World

Gangnam style debt

Despite the riches seen in the viral video, South Korea has a spending problem

Maximum ride

wenn.com/Keystone Press

Park Jae-Sang, a.k.a. Psy (short for Psycho), the moderately plump 34-year-old rapper behind the massive international hit Gangnam Style, is not your average South Korean pop star. Not only because he “isn’t very good-looking,” says 24-year-old Canadian-Korean pop fan Leslie Yun, but because “he’s the antithesis of what is popular in Korean pop music right now.” Unlike the perfectly coiffed boy and girl groups topping Korea’s charts, Psy is a master of satire. The subject at the heart of Gangnam Style—which has over 274 million views—is mass consumption in the nouveau riche Seoul neighbourhood of Gangnam where Psy grew up. The average South Korean has five credit cards; by 2010, Korean household debt had reached a staggering 155 per cent of disposable income—higher even than the U.S. just before the subprime crisis.

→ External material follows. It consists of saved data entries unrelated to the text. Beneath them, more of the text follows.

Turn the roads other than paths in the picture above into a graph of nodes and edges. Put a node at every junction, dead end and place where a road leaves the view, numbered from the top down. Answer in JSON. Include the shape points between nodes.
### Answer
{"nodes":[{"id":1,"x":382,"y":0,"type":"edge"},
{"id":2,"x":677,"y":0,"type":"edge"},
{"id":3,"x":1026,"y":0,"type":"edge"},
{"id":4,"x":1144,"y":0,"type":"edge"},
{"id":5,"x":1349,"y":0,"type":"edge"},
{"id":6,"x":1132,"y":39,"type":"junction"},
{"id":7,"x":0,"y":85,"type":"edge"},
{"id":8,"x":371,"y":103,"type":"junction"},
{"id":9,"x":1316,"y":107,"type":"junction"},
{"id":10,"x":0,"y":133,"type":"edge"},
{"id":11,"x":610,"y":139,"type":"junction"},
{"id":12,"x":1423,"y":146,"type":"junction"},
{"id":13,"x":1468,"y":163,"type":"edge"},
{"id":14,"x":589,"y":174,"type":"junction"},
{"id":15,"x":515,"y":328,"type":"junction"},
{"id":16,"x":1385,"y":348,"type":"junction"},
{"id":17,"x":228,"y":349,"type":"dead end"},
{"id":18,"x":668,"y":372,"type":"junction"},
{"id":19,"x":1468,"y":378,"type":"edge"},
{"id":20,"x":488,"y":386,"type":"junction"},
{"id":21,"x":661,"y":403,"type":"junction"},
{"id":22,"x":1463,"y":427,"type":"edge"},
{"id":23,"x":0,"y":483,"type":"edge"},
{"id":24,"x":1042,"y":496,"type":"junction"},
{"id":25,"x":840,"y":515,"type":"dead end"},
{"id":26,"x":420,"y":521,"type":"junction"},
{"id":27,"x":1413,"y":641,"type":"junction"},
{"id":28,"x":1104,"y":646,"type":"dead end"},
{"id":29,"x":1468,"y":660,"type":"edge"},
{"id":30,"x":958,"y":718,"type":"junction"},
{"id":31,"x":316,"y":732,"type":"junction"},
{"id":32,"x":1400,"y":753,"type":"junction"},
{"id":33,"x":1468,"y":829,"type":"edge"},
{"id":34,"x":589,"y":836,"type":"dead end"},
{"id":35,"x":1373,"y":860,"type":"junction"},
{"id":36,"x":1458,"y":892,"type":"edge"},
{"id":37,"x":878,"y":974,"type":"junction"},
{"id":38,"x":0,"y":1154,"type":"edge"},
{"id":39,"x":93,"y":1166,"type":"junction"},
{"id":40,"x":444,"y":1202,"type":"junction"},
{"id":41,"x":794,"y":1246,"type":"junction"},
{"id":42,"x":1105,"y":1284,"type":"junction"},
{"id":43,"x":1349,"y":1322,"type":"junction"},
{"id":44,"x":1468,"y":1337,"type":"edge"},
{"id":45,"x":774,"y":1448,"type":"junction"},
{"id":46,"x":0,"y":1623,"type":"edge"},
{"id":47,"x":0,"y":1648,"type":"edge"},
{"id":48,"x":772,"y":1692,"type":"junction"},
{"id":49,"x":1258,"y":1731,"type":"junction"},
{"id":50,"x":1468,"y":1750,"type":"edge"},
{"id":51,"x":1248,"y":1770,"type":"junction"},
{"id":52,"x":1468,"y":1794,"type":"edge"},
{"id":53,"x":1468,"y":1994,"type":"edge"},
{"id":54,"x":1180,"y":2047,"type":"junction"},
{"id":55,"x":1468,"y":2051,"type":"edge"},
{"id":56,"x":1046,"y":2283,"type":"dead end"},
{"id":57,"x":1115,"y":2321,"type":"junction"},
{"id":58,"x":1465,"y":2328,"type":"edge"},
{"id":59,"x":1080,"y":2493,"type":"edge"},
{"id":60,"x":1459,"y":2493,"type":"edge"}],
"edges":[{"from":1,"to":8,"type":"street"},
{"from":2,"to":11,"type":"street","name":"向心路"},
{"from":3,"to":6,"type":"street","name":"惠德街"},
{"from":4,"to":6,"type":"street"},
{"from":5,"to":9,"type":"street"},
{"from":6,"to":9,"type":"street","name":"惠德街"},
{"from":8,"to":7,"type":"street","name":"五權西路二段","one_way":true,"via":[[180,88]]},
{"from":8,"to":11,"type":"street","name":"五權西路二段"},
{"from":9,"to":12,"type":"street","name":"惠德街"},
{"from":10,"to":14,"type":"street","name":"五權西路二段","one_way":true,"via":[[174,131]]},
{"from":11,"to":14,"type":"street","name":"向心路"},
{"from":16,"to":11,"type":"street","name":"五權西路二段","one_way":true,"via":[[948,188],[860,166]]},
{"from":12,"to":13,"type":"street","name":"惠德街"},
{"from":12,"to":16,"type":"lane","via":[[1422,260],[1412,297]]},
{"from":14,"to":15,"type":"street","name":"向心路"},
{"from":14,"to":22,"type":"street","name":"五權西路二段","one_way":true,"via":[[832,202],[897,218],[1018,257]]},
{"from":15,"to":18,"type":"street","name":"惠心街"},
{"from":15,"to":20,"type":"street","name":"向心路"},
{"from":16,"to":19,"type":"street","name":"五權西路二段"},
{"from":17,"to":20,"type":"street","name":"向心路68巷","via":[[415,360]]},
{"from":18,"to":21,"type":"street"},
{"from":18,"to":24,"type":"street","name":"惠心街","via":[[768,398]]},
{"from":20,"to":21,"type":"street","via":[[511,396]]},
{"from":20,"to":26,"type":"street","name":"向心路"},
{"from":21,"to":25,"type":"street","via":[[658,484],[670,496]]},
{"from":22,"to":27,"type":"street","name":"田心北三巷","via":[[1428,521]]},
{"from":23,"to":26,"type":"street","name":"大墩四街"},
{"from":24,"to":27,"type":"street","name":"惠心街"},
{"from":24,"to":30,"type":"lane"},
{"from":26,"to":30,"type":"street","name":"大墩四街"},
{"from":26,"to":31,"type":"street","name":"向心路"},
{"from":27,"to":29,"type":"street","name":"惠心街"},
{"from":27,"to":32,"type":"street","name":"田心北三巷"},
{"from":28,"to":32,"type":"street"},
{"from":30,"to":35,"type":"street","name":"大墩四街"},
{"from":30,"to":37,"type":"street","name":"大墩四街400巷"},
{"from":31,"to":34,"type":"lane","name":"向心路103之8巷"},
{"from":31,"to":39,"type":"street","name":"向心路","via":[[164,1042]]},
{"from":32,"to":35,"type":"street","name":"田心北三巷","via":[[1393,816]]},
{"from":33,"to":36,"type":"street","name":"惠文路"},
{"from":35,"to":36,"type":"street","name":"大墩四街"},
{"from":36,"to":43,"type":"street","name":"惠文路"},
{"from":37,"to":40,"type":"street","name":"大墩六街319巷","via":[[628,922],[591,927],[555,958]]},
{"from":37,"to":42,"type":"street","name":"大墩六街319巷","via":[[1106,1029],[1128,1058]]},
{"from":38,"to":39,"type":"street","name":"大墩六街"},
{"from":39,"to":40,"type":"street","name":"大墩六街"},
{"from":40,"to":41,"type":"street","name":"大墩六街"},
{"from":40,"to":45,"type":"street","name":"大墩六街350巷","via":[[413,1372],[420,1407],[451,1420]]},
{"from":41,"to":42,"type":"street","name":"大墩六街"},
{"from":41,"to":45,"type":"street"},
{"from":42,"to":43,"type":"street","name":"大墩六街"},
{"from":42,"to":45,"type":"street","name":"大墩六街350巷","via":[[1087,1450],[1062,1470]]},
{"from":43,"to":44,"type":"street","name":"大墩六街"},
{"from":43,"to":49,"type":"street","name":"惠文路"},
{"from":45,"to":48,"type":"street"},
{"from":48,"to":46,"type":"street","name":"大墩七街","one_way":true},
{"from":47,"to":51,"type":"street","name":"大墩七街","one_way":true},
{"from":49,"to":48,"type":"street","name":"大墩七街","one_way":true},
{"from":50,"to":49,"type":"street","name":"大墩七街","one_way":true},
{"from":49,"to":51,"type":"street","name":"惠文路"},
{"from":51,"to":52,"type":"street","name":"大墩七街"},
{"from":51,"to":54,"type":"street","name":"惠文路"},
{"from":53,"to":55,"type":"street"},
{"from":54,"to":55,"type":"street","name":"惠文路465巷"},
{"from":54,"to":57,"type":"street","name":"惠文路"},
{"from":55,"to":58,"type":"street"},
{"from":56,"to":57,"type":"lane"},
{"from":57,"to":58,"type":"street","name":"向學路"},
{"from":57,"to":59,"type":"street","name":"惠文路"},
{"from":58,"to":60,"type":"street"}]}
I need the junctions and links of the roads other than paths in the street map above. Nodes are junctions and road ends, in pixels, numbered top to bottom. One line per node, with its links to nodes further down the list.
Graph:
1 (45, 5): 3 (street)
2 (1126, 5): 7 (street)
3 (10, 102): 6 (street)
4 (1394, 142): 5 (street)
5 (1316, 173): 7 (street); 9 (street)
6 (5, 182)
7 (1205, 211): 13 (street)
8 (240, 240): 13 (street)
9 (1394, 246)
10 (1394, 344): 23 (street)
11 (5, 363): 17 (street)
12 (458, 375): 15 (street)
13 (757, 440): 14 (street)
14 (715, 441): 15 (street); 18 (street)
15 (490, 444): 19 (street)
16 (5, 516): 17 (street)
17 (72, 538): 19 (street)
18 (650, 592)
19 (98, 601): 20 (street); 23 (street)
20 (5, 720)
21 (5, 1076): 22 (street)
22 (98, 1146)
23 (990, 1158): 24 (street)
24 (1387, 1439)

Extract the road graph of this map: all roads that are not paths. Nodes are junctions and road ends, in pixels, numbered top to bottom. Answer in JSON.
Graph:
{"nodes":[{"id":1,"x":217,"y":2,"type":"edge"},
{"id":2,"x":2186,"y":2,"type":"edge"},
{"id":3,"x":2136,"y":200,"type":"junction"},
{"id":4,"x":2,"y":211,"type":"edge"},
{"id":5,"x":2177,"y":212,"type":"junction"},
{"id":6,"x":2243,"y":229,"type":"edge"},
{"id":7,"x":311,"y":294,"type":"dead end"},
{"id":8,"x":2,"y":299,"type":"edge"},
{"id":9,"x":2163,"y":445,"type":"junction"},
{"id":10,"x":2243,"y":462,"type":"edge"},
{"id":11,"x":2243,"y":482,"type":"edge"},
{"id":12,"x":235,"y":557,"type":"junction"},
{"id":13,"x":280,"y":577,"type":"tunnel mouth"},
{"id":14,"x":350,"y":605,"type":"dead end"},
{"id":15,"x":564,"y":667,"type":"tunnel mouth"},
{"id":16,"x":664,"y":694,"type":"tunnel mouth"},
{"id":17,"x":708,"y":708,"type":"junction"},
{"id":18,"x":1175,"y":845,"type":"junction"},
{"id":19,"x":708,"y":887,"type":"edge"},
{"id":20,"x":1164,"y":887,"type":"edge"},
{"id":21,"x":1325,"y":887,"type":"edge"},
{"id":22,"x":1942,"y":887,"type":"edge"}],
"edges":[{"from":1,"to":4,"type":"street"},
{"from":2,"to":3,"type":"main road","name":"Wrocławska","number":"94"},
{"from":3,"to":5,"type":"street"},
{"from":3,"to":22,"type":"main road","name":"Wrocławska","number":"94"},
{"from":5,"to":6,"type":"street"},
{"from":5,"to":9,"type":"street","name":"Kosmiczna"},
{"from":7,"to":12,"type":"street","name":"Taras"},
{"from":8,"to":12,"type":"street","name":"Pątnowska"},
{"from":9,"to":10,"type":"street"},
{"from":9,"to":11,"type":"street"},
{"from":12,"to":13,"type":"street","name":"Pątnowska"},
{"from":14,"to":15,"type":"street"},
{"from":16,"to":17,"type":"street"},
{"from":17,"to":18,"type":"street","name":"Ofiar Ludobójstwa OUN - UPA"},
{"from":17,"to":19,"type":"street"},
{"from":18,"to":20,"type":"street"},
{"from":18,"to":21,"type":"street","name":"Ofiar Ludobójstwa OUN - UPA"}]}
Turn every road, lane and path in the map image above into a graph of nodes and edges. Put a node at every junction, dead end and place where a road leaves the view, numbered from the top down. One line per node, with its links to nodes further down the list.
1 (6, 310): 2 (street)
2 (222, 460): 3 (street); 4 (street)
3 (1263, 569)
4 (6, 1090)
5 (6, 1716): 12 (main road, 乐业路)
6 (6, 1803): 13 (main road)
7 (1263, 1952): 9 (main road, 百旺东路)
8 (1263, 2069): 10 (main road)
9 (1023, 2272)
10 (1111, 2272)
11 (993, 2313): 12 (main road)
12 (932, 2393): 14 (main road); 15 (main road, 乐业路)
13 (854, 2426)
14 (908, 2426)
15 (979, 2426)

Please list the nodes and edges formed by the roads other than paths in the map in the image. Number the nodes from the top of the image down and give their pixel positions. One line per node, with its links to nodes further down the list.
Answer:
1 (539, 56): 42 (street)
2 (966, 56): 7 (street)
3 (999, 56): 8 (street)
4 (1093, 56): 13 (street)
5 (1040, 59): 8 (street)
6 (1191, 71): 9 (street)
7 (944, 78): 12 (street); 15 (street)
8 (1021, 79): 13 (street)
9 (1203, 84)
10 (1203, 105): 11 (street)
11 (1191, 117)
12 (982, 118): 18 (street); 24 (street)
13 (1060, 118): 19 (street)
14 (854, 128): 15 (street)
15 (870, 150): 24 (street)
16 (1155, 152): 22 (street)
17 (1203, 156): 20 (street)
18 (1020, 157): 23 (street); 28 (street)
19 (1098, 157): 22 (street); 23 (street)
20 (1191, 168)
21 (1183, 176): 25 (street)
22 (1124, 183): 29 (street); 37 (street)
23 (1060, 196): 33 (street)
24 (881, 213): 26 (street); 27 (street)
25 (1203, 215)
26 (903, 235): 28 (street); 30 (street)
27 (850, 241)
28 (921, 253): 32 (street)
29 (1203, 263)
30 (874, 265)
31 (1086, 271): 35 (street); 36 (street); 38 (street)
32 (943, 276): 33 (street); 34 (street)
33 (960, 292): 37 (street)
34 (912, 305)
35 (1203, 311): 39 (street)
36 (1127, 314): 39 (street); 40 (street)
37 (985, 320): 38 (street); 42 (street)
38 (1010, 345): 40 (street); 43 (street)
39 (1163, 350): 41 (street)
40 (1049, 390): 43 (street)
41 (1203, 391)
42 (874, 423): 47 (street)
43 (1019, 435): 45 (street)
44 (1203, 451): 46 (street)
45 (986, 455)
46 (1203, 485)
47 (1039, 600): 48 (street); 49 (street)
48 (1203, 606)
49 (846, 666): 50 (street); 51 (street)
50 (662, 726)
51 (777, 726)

In the music video, Psy does his famous horse dance (which he’s been doing at sports events and award shows ever since) and mocks the phony opulence of his old neighbourhood, replacing confetti with bits of garbage and partying in a parking garage. “Korean culture has always been about saving face,” says Yun, “especially in Gangnam.” Whether a man and his invisible horse will change that, remains to be seen.